We Are Hex – Gloom Bloom (Music Review)

By Andrew Duncan • Mar 6th, 2009 • Category: Indianapolis, Music Reviews

We Are Hex
Gloom Bloom
2009 – Hex Haus
Rating: 4 out of 5

The highly anticipated debut from Indianapolis’ We Are Hex has finally arrived, and the wait is worth it. Gloom Bloom is a powerful ode to sound experimentation by a group of talented musicians that have captured something richly unique and intensely “in the moment.” As each song progresses, you never know what dark alleyway the band will take you down.
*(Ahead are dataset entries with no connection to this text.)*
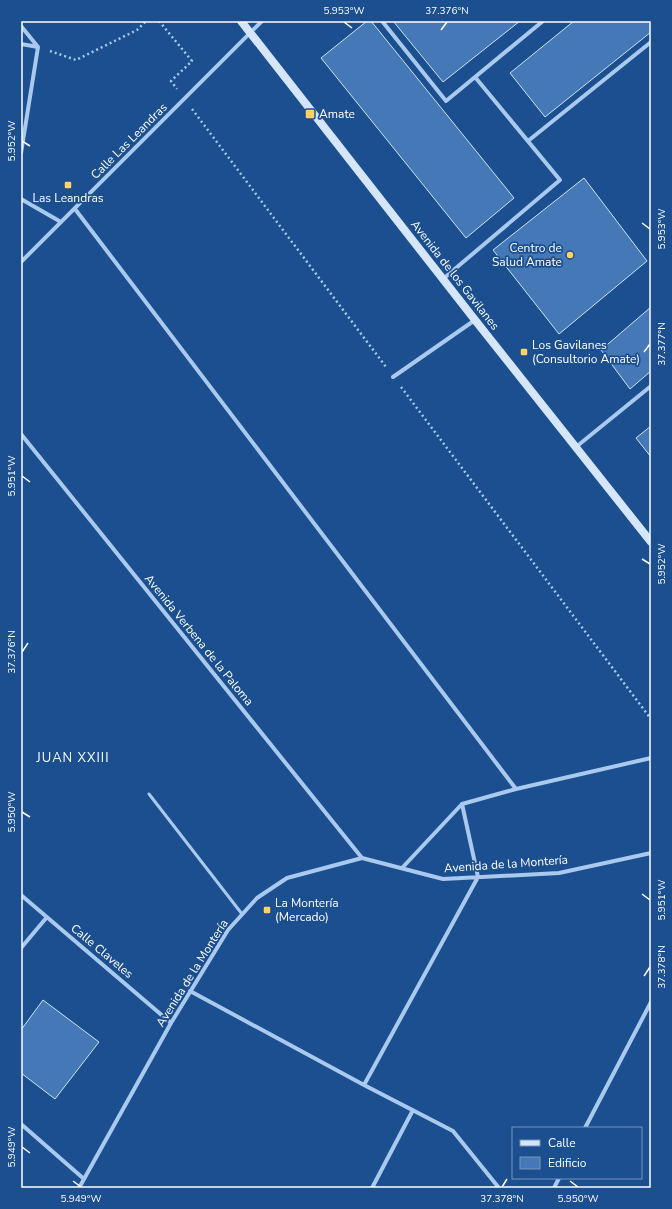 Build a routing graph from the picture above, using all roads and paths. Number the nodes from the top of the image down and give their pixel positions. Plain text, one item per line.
1 (146, 21) edge
2 (159, 21) edge
3 (240, 21) edge
4 (262, 21) edge
5 (382, 21) edge
6 (543, 21) edge
7 (21, 26) edge
8 (250, 33) junction
9 (651, 42) edge
10 (21, 44) edge
11 (38, 47) junction
12 (475, 78) junction
13 (184, 100) junction
14 (528, 141) junction
15 (21, 153) edge
16 (21, 200) edge
17 (75, 209) junction
18 (61, 222) junction
19 (21, 262) edge
20 (443, 279) junction
21 (475, 320) junction
22 (393, 377) junction
23 (651, 386) edge
24 (21, 434) edge
25 (576, 447) junction
26 (651, 542) edge
27 (651, 719) edge
28 (651, 758) edge
29 (516, 789) junction
30 (148, 794) dead end
31 (462, 804) junction
32 (650, 853) edge
33 (362, 858) junction
34 (651, 858) edge
35 (402, 868) junction
36 (478, 877) junction
37 (21, 895) edge
38 (242, 914) junction
39 (47, 917) junction
40 (21, 948) edge
41 (190, 991) junction
42 (651, 1002) edge
43 (171, 1022) junction
44 (364, 1085) junction
45 (413, 1110) junction
46 (21, 1124) edge
47 (586, 1127) edge
48 (84, 1179) junction
49 (558, 1179) edge
50 (79, 1188) edge
51 (372, 1188) edge
52 (498, 1188) edge
53 (554, 1188) edge

1 - 11 path
2 - 13 path
3 - 8 street, Avenida de los Gavilanes
4 - 8 street, Calle Las Leandras
5 - 12 street
6 - 12 street
7 - 11 street
8 - 13 street, Calle Las Leandras
8 - 20 street, Avenida de los Gavilanes
9 - 14 street
10 - 11 street
11 - 15 street
12 - 14 street
13 - 17 street, Calle Las Leandras
13 - 22 path
14 - 20 street
16 - 18 street
17 - 18 street, Calle Las Leandras
17 - 29 street
18 - 19 street, Calle Las Leandras
20 - 21 street, Avenida de los Gavilanes
21 - 22 street
21 - 25 street, Avenida de los Gavilanes
22 - 27 path
23 - 25 street
24 - 33 street, Avenida Verbena de la Paloma
25 - 26 street, Avenida de los Gavilanes
28 - 29 street
29 - 31 street
30 - 38 lane
31 - 35 street
31 - 36 street
32 - 34 street
32 - 36 street, Avenida de la Montería
33 - 35 street, Avenida de la Montería
33 - 38 street, Avenida de la Montería
35 - 36 street, Avenida de la Montería
36 - 44 street
37 - 39 street, Calle Claveles
38 - 41 street, Avenida de la Montería
39 - 40 street
39 - 43 street, Calle Claveles
41 - 43 street, Avenida de la Montería
41 - 44 street
42 - 47 street
43 - 48 street, Avenida de la Montería
44 - 45 street
45 - 51 street
45 - 52 street
46 - 48 street
48 - 50 street, Avenida de la Montería
49 - 53 street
This is everything you would expect and more: passion and fury, light and darkness, all feeding off of each other that gives these songs a life of its own.
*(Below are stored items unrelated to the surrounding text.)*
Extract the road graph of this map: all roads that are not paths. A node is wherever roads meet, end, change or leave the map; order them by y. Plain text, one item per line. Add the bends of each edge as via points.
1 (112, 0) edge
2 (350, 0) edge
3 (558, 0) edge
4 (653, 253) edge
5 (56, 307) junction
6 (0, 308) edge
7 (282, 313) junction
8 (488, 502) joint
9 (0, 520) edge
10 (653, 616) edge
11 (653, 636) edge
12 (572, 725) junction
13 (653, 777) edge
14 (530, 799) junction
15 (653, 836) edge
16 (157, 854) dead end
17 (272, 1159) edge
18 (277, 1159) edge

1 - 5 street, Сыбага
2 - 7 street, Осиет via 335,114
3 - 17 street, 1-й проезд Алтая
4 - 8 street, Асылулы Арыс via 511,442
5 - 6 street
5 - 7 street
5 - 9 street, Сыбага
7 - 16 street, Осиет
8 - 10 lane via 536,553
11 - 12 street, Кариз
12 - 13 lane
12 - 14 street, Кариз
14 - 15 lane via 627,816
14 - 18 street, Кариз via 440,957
Whether direct or indirect, the band puts themselves in an ideal situation by crawling back in time without trapping themselves in a retro vortex.  When New Order rose from the ashes of Joy Division, they were tapping into disco culture to propel them into a new style of dance music. With the saturation of standard pop and dance elements in today’s indie culture, We Are Hex strips away the ideology, going back to when music was dangerous and the days where The Rezillos wanted to go to Venus, The Adicts were talking about revolution, and Thurston Moore and Lydia Lunch were wigging out in Death Valley, all challenging pop culture one way or another.

Not to say that the band is really any of the aforementioned references but, to an extent, all of them combined. With the band on the move and constantly changing up styles, they escape being pigeonholed into any distinct category, constantly morphing and shape shifting before your ears.

What pleases me the most about this album is its spontaneity. Recorded practically live in their house, the untraditional studio presence works to their advantage. It is mixed and transitioned in a way that puts you on their couch and deep within the output of what the member’s experienced. Songs change from the heavily mixed to dirty and raw to simple found sounds from various outtakes.

“INDPLS” gives you the feeling of celebratory joy, urban power, and dark prowling that only gets accentuated on “Bottom Of My Belly.” Jilly Weiss’ vocal prowess displays a realistic urgency that is pushed forward by a tornadic activity of instruments swirling about, whether it is Trevor Wathen’s growling bass, Brandon Beaver’s rumbling drums, Matt Hagan’s intricate guitar work, the keyboards, the layered vocals, the time signature change up, and so on. And that’s just within one song. Before you know it, you are dragged along through purposefully bastardized early ‘60s-style girl pop  (“Noise Knot”), the taunting roar of “No FM/No AM,” or the hauntingly jagged dance number “Serious Sedatives.”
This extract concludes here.